Introduction to Arbitrage Traders Log

There is an entire segment of the hedge fund industry which refers to itself as Statistical Arbitrage trading (or StatArb). These traders define what assets’ relationships “should” be based on massive statistical calculations, and as such, they typically require sophisticated computer hardware to accomplish their goals on the scale and in the timeframe they need to be profitable. If XOM shares suddenly grow overpriced compared to the statistical expectation for their relationship with BP shares (i.e. the spread between them grows too large), a StatArb fund would instantaneously short sell XOM and buy BP. They would exit the trade when the relationship got back to within a statistically expected range, and their profit would be the difference between the spread when it was out of line and when it was in line with expectations. The fund would never be net long or net short in energy market equities, and therefore it would never face the risk or being incorrectly bullish or bearish overall.

To see the math of an arbitrage trade in more detail, let’s consider an arbitrageur who is long September wheat futures at $7.50 and short December wheat futures at $7.70. He is a bear spread trader, one who is effectively short the spread between September and December wheat futures (a 20-cent spread). Because he is neither net long nor net short in the wheat market overall, the bear spread trader can make money either way the wheat market moves:

  1. If the whole wheat market goes up.
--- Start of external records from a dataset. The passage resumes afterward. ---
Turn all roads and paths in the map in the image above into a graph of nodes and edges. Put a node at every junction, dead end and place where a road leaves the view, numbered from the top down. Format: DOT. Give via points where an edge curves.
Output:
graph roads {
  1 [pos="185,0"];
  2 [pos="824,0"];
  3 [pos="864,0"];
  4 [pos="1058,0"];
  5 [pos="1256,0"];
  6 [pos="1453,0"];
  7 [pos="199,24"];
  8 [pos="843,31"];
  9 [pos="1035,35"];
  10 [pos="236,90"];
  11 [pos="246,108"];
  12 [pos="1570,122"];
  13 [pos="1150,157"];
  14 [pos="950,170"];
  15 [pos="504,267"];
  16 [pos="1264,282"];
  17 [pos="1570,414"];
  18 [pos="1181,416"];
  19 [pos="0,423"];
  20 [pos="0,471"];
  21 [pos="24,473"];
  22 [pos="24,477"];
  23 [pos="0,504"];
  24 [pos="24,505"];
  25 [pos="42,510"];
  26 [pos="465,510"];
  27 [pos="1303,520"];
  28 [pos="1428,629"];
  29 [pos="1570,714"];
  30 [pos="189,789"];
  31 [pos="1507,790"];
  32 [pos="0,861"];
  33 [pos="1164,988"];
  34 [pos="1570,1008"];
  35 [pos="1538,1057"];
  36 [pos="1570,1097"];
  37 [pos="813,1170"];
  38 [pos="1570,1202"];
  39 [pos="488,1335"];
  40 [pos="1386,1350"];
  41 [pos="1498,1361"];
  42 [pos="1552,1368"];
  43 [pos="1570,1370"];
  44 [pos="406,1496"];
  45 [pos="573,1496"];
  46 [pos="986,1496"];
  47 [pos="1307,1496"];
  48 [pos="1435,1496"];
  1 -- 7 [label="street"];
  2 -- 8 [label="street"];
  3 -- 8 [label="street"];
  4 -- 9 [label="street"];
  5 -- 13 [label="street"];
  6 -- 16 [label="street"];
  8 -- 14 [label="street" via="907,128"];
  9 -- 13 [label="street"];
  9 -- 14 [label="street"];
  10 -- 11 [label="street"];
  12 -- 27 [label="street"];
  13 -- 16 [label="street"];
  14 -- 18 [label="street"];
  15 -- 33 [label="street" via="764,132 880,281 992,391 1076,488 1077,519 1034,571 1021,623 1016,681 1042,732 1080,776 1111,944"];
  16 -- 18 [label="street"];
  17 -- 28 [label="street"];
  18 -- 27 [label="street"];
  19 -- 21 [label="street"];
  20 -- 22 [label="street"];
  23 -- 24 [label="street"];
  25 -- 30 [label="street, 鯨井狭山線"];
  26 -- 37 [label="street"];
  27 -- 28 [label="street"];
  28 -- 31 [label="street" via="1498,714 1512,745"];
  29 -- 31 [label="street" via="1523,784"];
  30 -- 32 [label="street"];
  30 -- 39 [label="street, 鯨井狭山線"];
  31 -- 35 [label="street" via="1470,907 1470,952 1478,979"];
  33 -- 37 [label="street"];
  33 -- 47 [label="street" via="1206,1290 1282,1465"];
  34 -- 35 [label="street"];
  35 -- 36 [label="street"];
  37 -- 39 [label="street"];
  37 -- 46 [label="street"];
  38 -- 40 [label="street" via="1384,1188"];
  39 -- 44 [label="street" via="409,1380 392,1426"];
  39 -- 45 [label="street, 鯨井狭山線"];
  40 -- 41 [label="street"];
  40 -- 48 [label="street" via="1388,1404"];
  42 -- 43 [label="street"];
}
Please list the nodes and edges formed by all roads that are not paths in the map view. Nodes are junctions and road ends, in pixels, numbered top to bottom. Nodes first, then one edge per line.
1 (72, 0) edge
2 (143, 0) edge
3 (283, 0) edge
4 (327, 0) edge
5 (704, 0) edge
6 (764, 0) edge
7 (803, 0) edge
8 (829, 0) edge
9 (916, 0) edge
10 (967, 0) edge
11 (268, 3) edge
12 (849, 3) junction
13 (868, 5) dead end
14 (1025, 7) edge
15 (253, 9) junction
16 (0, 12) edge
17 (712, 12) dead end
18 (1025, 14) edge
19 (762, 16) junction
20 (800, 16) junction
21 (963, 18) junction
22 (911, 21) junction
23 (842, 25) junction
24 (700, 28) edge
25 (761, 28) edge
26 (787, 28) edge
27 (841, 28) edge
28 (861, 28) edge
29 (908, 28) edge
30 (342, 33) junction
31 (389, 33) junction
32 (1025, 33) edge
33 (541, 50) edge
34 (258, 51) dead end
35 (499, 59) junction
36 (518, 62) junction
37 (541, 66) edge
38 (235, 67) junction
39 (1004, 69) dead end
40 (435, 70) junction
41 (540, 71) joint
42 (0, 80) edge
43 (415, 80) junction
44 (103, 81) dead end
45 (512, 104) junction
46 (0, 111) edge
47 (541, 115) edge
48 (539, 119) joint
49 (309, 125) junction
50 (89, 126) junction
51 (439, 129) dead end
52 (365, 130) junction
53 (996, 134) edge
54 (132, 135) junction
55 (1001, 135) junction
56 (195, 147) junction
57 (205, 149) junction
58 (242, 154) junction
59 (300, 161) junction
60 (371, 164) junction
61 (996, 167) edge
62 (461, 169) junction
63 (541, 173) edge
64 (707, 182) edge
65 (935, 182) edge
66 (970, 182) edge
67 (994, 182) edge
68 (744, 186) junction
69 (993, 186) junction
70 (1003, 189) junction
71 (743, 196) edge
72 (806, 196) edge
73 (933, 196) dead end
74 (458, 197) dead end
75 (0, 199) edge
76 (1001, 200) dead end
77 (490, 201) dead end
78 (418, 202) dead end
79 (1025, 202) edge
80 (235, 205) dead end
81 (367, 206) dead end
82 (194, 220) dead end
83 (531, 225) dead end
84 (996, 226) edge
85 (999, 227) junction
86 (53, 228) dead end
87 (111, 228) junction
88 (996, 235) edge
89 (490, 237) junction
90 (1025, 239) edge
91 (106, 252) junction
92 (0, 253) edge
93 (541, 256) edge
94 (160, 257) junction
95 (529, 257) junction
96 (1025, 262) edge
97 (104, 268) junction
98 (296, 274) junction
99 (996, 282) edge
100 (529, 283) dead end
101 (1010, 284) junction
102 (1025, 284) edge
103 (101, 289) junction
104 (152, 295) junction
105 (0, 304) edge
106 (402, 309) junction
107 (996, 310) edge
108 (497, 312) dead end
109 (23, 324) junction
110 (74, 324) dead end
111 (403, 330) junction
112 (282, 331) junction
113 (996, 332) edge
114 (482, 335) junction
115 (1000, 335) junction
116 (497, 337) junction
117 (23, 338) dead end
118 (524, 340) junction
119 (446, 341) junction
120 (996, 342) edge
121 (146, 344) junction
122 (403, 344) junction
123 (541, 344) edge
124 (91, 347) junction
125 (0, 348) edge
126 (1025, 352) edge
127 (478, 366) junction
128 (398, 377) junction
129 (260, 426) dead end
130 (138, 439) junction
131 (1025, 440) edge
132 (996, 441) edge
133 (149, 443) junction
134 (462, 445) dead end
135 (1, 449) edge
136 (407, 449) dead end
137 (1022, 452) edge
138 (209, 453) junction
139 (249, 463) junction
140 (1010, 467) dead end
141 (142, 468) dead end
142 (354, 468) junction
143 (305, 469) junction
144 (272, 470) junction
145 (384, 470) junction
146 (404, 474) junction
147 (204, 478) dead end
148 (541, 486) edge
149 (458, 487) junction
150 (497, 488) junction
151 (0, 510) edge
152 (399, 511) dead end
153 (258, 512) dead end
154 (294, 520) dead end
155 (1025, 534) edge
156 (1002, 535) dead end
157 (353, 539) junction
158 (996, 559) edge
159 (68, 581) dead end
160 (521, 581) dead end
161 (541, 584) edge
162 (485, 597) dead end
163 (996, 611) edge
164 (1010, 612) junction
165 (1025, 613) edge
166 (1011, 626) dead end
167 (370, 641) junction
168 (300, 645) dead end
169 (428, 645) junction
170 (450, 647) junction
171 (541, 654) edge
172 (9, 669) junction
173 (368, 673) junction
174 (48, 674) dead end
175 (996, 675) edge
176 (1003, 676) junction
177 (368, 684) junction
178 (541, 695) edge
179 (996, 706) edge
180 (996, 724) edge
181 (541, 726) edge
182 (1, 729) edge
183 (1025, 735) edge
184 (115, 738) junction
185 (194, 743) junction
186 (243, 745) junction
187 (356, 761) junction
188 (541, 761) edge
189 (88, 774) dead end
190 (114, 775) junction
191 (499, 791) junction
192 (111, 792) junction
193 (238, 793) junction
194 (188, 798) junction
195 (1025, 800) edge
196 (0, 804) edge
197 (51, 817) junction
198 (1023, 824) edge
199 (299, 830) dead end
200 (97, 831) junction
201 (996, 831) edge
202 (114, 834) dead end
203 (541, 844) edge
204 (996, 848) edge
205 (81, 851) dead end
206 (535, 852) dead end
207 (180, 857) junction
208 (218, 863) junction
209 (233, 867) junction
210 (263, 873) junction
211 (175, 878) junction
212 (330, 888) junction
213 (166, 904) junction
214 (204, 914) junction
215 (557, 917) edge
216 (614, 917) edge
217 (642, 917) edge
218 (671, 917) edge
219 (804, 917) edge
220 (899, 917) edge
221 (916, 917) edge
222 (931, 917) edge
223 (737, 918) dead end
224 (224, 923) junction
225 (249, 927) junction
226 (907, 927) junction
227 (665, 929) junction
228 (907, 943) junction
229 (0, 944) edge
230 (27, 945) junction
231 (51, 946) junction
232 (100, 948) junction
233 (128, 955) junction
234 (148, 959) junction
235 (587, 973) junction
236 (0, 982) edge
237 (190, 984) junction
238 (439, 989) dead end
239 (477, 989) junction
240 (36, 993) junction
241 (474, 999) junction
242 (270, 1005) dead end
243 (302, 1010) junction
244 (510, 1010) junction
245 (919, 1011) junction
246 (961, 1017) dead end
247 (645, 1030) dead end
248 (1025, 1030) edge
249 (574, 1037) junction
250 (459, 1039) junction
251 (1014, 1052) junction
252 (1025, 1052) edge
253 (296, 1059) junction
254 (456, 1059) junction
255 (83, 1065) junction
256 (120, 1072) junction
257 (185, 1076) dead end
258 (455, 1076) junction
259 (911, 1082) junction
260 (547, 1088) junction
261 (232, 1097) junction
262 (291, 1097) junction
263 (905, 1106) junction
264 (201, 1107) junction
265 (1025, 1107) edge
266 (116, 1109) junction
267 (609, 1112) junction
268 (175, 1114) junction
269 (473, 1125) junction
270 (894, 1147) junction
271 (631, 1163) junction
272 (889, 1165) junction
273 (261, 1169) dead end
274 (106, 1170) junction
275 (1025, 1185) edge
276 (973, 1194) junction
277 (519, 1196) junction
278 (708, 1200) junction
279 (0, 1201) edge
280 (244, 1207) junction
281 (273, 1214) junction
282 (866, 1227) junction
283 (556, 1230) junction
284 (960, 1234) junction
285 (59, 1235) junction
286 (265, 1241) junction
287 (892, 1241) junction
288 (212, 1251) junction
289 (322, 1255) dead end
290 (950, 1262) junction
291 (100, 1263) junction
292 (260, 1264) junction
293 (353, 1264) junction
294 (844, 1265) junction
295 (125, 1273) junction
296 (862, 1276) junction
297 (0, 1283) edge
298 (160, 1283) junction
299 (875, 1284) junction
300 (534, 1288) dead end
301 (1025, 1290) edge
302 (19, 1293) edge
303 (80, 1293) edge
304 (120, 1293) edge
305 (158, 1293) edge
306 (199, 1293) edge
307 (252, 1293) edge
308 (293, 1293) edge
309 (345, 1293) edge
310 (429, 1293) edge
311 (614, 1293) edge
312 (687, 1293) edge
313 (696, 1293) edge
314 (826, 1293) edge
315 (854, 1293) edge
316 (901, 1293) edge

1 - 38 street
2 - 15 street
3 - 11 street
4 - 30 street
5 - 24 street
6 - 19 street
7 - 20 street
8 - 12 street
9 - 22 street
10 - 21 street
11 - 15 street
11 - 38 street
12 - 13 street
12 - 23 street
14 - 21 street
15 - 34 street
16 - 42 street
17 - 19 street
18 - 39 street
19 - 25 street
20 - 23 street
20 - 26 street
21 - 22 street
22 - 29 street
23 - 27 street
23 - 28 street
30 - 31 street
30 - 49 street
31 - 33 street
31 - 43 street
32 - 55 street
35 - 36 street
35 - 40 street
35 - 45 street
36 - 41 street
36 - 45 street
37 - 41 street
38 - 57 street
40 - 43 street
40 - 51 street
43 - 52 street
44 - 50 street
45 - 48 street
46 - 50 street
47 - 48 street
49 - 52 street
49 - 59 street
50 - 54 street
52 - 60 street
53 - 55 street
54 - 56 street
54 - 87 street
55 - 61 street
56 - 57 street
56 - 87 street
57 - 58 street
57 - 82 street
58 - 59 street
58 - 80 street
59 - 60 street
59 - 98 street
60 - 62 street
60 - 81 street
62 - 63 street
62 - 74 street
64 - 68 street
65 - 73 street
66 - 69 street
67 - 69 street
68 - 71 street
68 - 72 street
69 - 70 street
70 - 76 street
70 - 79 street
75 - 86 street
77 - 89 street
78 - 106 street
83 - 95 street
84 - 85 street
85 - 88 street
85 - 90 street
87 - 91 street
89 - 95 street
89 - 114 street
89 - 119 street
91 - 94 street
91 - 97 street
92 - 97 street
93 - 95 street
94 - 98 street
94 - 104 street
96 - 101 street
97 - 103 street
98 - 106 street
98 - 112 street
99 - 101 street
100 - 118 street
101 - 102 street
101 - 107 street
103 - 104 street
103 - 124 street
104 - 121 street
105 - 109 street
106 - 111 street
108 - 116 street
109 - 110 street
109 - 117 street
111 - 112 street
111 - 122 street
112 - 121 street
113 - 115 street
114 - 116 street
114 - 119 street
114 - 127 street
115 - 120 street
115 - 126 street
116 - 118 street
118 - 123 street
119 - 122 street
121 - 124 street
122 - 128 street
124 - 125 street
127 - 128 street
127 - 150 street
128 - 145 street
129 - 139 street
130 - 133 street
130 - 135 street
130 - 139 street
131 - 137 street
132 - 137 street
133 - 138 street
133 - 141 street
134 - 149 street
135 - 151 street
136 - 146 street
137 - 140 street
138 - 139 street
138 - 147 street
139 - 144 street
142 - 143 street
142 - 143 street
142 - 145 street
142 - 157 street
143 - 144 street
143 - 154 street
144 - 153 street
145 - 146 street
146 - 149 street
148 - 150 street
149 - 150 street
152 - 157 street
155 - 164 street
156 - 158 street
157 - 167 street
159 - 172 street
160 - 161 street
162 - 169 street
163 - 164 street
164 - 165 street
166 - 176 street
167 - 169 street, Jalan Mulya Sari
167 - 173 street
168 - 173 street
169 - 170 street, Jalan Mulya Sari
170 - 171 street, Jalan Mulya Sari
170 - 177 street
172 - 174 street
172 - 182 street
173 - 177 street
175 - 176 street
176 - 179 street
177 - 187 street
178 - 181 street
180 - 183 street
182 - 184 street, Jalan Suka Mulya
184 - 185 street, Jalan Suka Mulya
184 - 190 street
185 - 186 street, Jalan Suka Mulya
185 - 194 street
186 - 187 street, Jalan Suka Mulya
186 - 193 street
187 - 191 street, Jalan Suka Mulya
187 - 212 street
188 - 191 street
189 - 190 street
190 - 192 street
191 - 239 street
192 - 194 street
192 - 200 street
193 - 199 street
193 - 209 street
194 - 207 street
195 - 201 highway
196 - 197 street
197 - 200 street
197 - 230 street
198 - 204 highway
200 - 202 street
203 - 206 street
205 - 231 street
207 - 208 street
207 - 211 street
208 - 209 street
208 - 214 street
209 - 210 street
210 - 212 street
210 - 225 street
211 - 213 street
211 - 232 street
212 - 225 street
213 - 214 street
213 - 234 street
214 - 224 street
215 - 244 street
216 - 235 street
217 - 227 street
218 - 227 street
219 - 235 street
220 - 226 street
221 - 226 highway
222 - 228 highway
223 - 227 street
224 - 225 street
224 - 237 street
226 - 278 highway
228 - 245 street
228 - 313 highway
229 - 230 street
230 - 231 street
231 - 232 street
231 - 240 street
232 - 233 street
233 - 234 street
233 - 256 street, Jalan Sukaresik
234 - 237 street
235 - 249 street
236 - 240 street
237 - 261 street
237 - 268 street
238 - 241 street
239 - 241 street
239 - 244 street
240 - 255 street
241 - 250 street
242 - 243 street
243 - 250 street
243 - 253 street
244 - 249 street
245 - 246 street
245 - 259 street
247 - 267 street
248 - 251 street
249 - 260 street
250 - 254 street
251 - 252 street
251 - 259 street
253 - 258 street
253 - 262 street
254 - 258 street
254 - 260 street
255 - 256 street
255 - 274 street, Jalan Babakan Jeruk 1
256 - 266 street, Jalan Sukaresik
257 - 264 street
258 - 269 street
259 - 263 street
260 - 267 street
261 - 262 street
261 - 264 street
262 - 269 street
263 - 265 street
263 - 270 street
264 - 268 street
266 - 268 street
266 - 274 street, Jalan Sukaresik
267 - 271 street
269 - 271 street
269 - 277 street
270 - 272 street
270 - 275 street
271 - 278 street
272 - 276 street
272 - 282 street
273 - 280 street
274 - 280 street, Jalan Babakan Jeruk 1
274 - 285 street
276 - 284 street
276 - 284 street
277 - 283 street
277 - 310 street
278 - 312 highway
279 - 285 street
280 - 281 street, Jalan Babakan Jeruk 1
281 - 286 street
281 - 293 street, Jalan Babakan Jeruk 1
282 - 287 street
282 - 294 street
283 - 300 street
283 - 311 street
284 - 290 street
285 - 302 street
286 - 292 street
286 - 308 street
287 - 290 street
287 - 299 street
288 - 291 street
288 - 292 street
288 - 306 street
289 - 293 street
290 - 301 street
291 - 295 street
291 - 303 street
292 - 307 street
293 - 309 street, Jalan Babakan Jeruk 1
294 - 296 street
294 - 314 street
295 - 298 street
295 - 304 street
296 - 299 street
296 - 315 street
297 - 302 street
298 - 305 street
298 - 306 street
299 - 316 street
Let’s say September wheat moves to $8.00 (a $2500 gain for the trader who’s long a 5,000-bushel contract) and December wheat moves to $8.15 (a $2250 loss, because he’s short). The arbitrageur netted a $250 gain from both legs of the trade, because the September contract gained relatively more than the December contract. The spread between them narrowed.
  2. If the whole wheat market goes down. Let’s say September wheat moves to $7.00 and December wheat moves to $7.15. The spread between them once again narrowed by five cents, and the arbitrageur netted a $250 gain. In this case, the long September contract lost relatively less than the short December contract.

It may stick out to you that this particular wheat trader could have made a larger profit by simply going long or short in the wheat market. He could have kept the whole $2500 gain if he had just one contract and no offsetting arbitrage trade … but only if he had analyzed the bullish or bearish potential of the market correctly. And that’s risky, because he could just as easily have taken the wrong side. That’s why arbitrage is attractive in volatile markets. An arbitrageur doesn’t have to hold risky, un-hedged positions in an uncertain environment. He may be more confident in the direction a spread will move than he is in the direction an entire market will move. For instance, a 20-cent spread in the wheat market is relatively large compared to the actual costs of carrying wheat three months between September and December, so that may be why the trader in our example correctly decided to short that spread.

Still, this arbitrageur is settling for a smaller profit per trade than someone who takes the risk and goes straight long or short. That’s true of the StatArb fund, too. The change in the difference between two stock prices is almost always going to be smaller than the change in the prices themselves. Arbitrageurs make up for their smaller profits by more confidently making a greater volume of trades. It takes a lot of expertise … and a lot of trading … but by being both long and short in a market, an arbitrageur can limit his risk and make money in all kinds of market environments.